## Task objective
Line by line, give the data again exactly as it appears.

(Saved data entries)
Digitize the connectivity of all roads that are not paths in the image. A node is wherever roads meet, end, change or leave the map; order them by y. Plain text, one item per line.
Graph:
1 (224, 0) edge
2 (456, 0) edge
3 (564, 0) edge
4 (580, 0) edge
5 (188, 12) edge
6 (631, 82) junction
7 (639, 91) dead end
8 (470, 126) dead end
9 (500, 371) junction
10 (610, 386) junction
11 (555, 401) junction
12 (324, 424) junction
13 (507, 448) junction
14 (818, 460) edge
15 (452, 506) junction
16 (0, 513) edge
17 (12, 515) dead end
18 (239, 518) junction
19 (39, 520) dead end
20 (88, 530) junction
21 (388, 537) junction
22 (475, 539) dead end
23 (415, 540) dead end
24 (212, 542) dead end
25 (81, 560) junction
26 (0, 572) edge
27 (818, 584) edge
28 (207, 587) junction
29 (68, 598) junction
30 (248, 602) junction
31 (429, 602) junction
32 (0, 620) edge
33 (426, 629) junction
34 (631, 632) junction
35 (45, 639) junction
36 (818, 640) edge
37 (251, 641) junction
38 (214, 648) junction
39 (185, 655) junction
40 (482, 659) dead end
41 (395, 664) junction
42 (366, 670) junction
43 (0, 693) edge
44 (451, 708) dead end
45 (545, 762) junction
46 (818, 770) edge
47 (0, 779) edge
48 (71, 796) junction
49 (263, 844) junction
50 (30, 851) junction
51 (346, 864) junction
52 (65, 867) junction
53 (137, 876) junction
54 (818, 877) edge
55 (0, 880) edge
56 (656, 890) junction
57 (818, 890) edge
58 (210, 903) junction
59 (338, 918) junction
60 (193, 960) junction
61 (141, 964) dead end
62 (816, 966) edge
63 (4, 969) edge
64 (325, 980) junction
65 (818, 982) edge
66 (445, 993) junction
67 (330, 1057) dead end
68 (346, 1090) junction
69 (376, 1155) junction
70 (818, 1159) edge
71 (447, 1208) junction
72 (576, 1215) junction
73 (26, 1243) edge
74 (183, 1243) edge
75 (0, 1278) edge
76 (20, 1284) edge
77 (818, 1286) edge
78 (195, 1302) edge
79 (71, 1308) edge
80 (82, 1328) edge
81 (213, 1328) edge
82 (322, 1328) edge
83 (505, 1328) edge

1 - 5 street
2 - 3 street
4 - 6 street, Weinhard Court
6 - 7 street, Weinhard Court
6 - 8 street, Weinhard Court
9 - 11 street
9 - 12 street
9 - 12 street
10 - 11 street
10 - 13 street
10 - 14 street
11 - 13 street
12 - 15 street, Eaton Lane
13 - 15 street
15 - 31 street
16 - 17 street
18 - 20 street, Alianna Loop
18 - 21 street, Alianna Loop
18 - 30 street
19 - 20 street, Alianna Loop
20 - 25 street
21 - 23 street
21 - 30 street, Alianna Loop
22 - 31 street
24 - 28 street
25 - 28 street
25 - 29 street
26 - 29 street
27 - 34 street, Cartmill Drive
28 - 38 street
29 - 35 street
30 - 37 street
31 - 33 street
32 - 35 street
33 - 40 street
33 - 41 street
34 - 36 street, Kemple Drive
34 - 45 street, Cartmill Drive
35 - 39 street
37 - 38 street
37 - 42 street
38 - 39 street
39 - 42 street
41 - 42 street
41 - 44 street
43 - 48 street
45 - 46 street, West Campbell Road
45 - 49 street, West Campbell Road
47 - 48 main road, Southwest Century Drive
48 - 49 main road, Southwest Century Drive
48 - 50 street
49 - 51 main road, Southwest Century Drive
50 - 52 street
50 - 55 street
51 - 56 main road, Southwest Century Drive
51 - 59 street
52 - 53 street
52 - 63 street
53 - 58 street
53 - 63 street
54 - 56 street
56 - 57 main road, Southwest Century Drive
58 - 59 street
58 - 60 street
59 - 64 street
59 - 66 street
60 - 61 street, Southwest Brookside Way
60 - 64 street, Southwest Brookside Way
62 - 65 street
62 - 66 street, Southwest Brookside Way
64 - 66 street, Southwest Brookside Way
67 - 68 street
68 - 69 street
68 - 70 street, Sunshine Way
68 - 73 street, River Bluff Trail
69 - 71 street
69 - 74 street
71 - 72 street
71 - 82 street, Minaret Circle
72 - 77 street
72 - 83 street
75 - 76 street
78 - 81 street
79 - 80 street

## Response area
Digitize the connectivity of all roads that are not paths in the image. A node is wherever roads meet, end, change or leave the map; order them by y. Plain text, one item per line.
Graph:
1 (224, 0) edge
2 (456, 0) edge
3 (564, 0) edge
4 (580, 0) edge
5 (188, 12) edge
6 (631, 82) junction
7 (639, 91) dead end
8 (470, 126) dead end
9 (500, 371) junction
10 (610, 386) junction
11 (555, 401) junction
12 (324, 424) junction
13 (507, 448) junction
14 (818, 460) edge
15 (452, 506) junction
16 (0, 513) edge
17 (12, 515) dead end
18 (239, 518) junction
19 (39, 520) dead end
20 (88, 530) junction
21 (388, 537) junction
22 (475, 539) dead end
23 (415, 540) dead end
24 (212, 542) dead end
25 (81, 560) junction
26 (0, 572) edge
27 (818, 584) edge
28 (207, 587) junction
29 (68, 598) junction
30 (248, 602) junction
31 (429, 602) junction
32 (0, 620) edge
33 (426, 629) junction
34 (631, 632) junction
35 (45, 639) junction
36 (818, 640) edge
37 (251, 641) junction
38 (214, 648) junction
39 (185, 655) junction
40 (482, 659) dead end
41 (395, 664) junction
42 (366, 670) junction
43 (0, 693) edge
44 (451, 708) dead end
45 (545, 762) junction
46 (818, 770) edge
47 (0, 779) edge
48 (71, 796) junction
49 (263, 844) junction
50 (30, 851) junction
51 (346, 864) junction
52 (65, 867) junction
53 (137, 876) junction
54 (818, 877) edge
55 (0, 880) edge
56 (656, 890) junction
57 (818, 890) edge
58 (210, 903) junction
59 (338, 918) junction
60 (193, 960) junction
61 (141, 964) dead end
62 (816, 966) edge
63 (4, 969) edge
64 (325, 980) junction
65 (818, 982) edge
66 (445, 993) junction
67 (330, 1057) dead end
68 (346, 1090) junction
69 (376, 1155) junction
70 (818, 1159) edge
71 (447, 1208) junction
72 (576, 1215) junction
73 (26, 1243) edge
74 (183, 1243) edge
75 (0, 1278) edge
76 (20, 1284) edge
77 (818, 1286) edge
78 (195, 1302) edge
79 (71, 1308) edge
80 (82, 1328) edge
81 (213, 1328) edge
82 (322, 1328) edge
83 (505, 1328) edge

1 - 5 street
2 - 3 street
4 - 6 street, Weinhard Court
6 - 7 street, Weinhard Court
6 - 8 street, Weinhard Court
9 - 11 street
9 - 12 street
9 - 12 street
10 - 11 street
10 - 13 street
10 - 14 street
11 - 13 street
12 - 15 street, Eaton Lane
13 - 15 street
15 - 31 street
16 - 17 street
18 - 20 street, Alianna Loop
18 - 21 street, Alianna Loop
18 - 30 street
19 - 20 street, Alianna Loop
20 - 25 street
21 - 23 street
21 - 30 street, Alianna Loop
22 - 31 street
24 - 28 street
25 - 28 street
25 - 29 street
26 - 29 street
27 - 34 street, Cartmill Drive
28 - 38 street
29 - 35 street
30 - 37 street
31 - 33 street
32 - 35 street
33 - 40 street
33 - 41 street
34 - 36 street, Kemple Drive
34 - 45 street, Cartmill Drive
35 - 39 street
37 - 38 street
37 - 42 street
38 - 39 street
39 - 42 street
41 - 42 street
41 - 44 street
43 - 48 street
45 - 46 street, West Campbell Road
45 - 49 street, West Campbell Road
47 - 48 main road, Southwest Century Drive
48 - 49 main road, Southwest Century Drive
48 - 50 street
49 - 51 main road, Southwest Century Drive
50 - 52 street
50 - 55 street
51 - 56 main road, Southwest Century Drive
51 - 59 street
52 - 53 street
52 - 63 street
53 - 58 street
53 - 63 street
54 - 56 street
56 - 57 main road, Southwest Century Drive
58 - 59 street
58 - 60 street
59 - 64 street
59 - 66 street
60 - 61 street, Southwest Brookside Way
60 - 64 street, Southwest Brookside Way
62 - 65 street
62 - 66 street, Southwest Brookside Way
64 - 66 street, Southwest Brookside Way
67 - 68 street
68 - 69 street
68 - 70 street, Sunshine Way
68 - 73 street, River Bluff Trail
69 - 71 street
69 - 74 street
71 - 72 street
71 - 82 street, Minaret Circle
72 - 77 street
72 - 83 street
75 - 76 street
78 - 81 street
79 - 80 street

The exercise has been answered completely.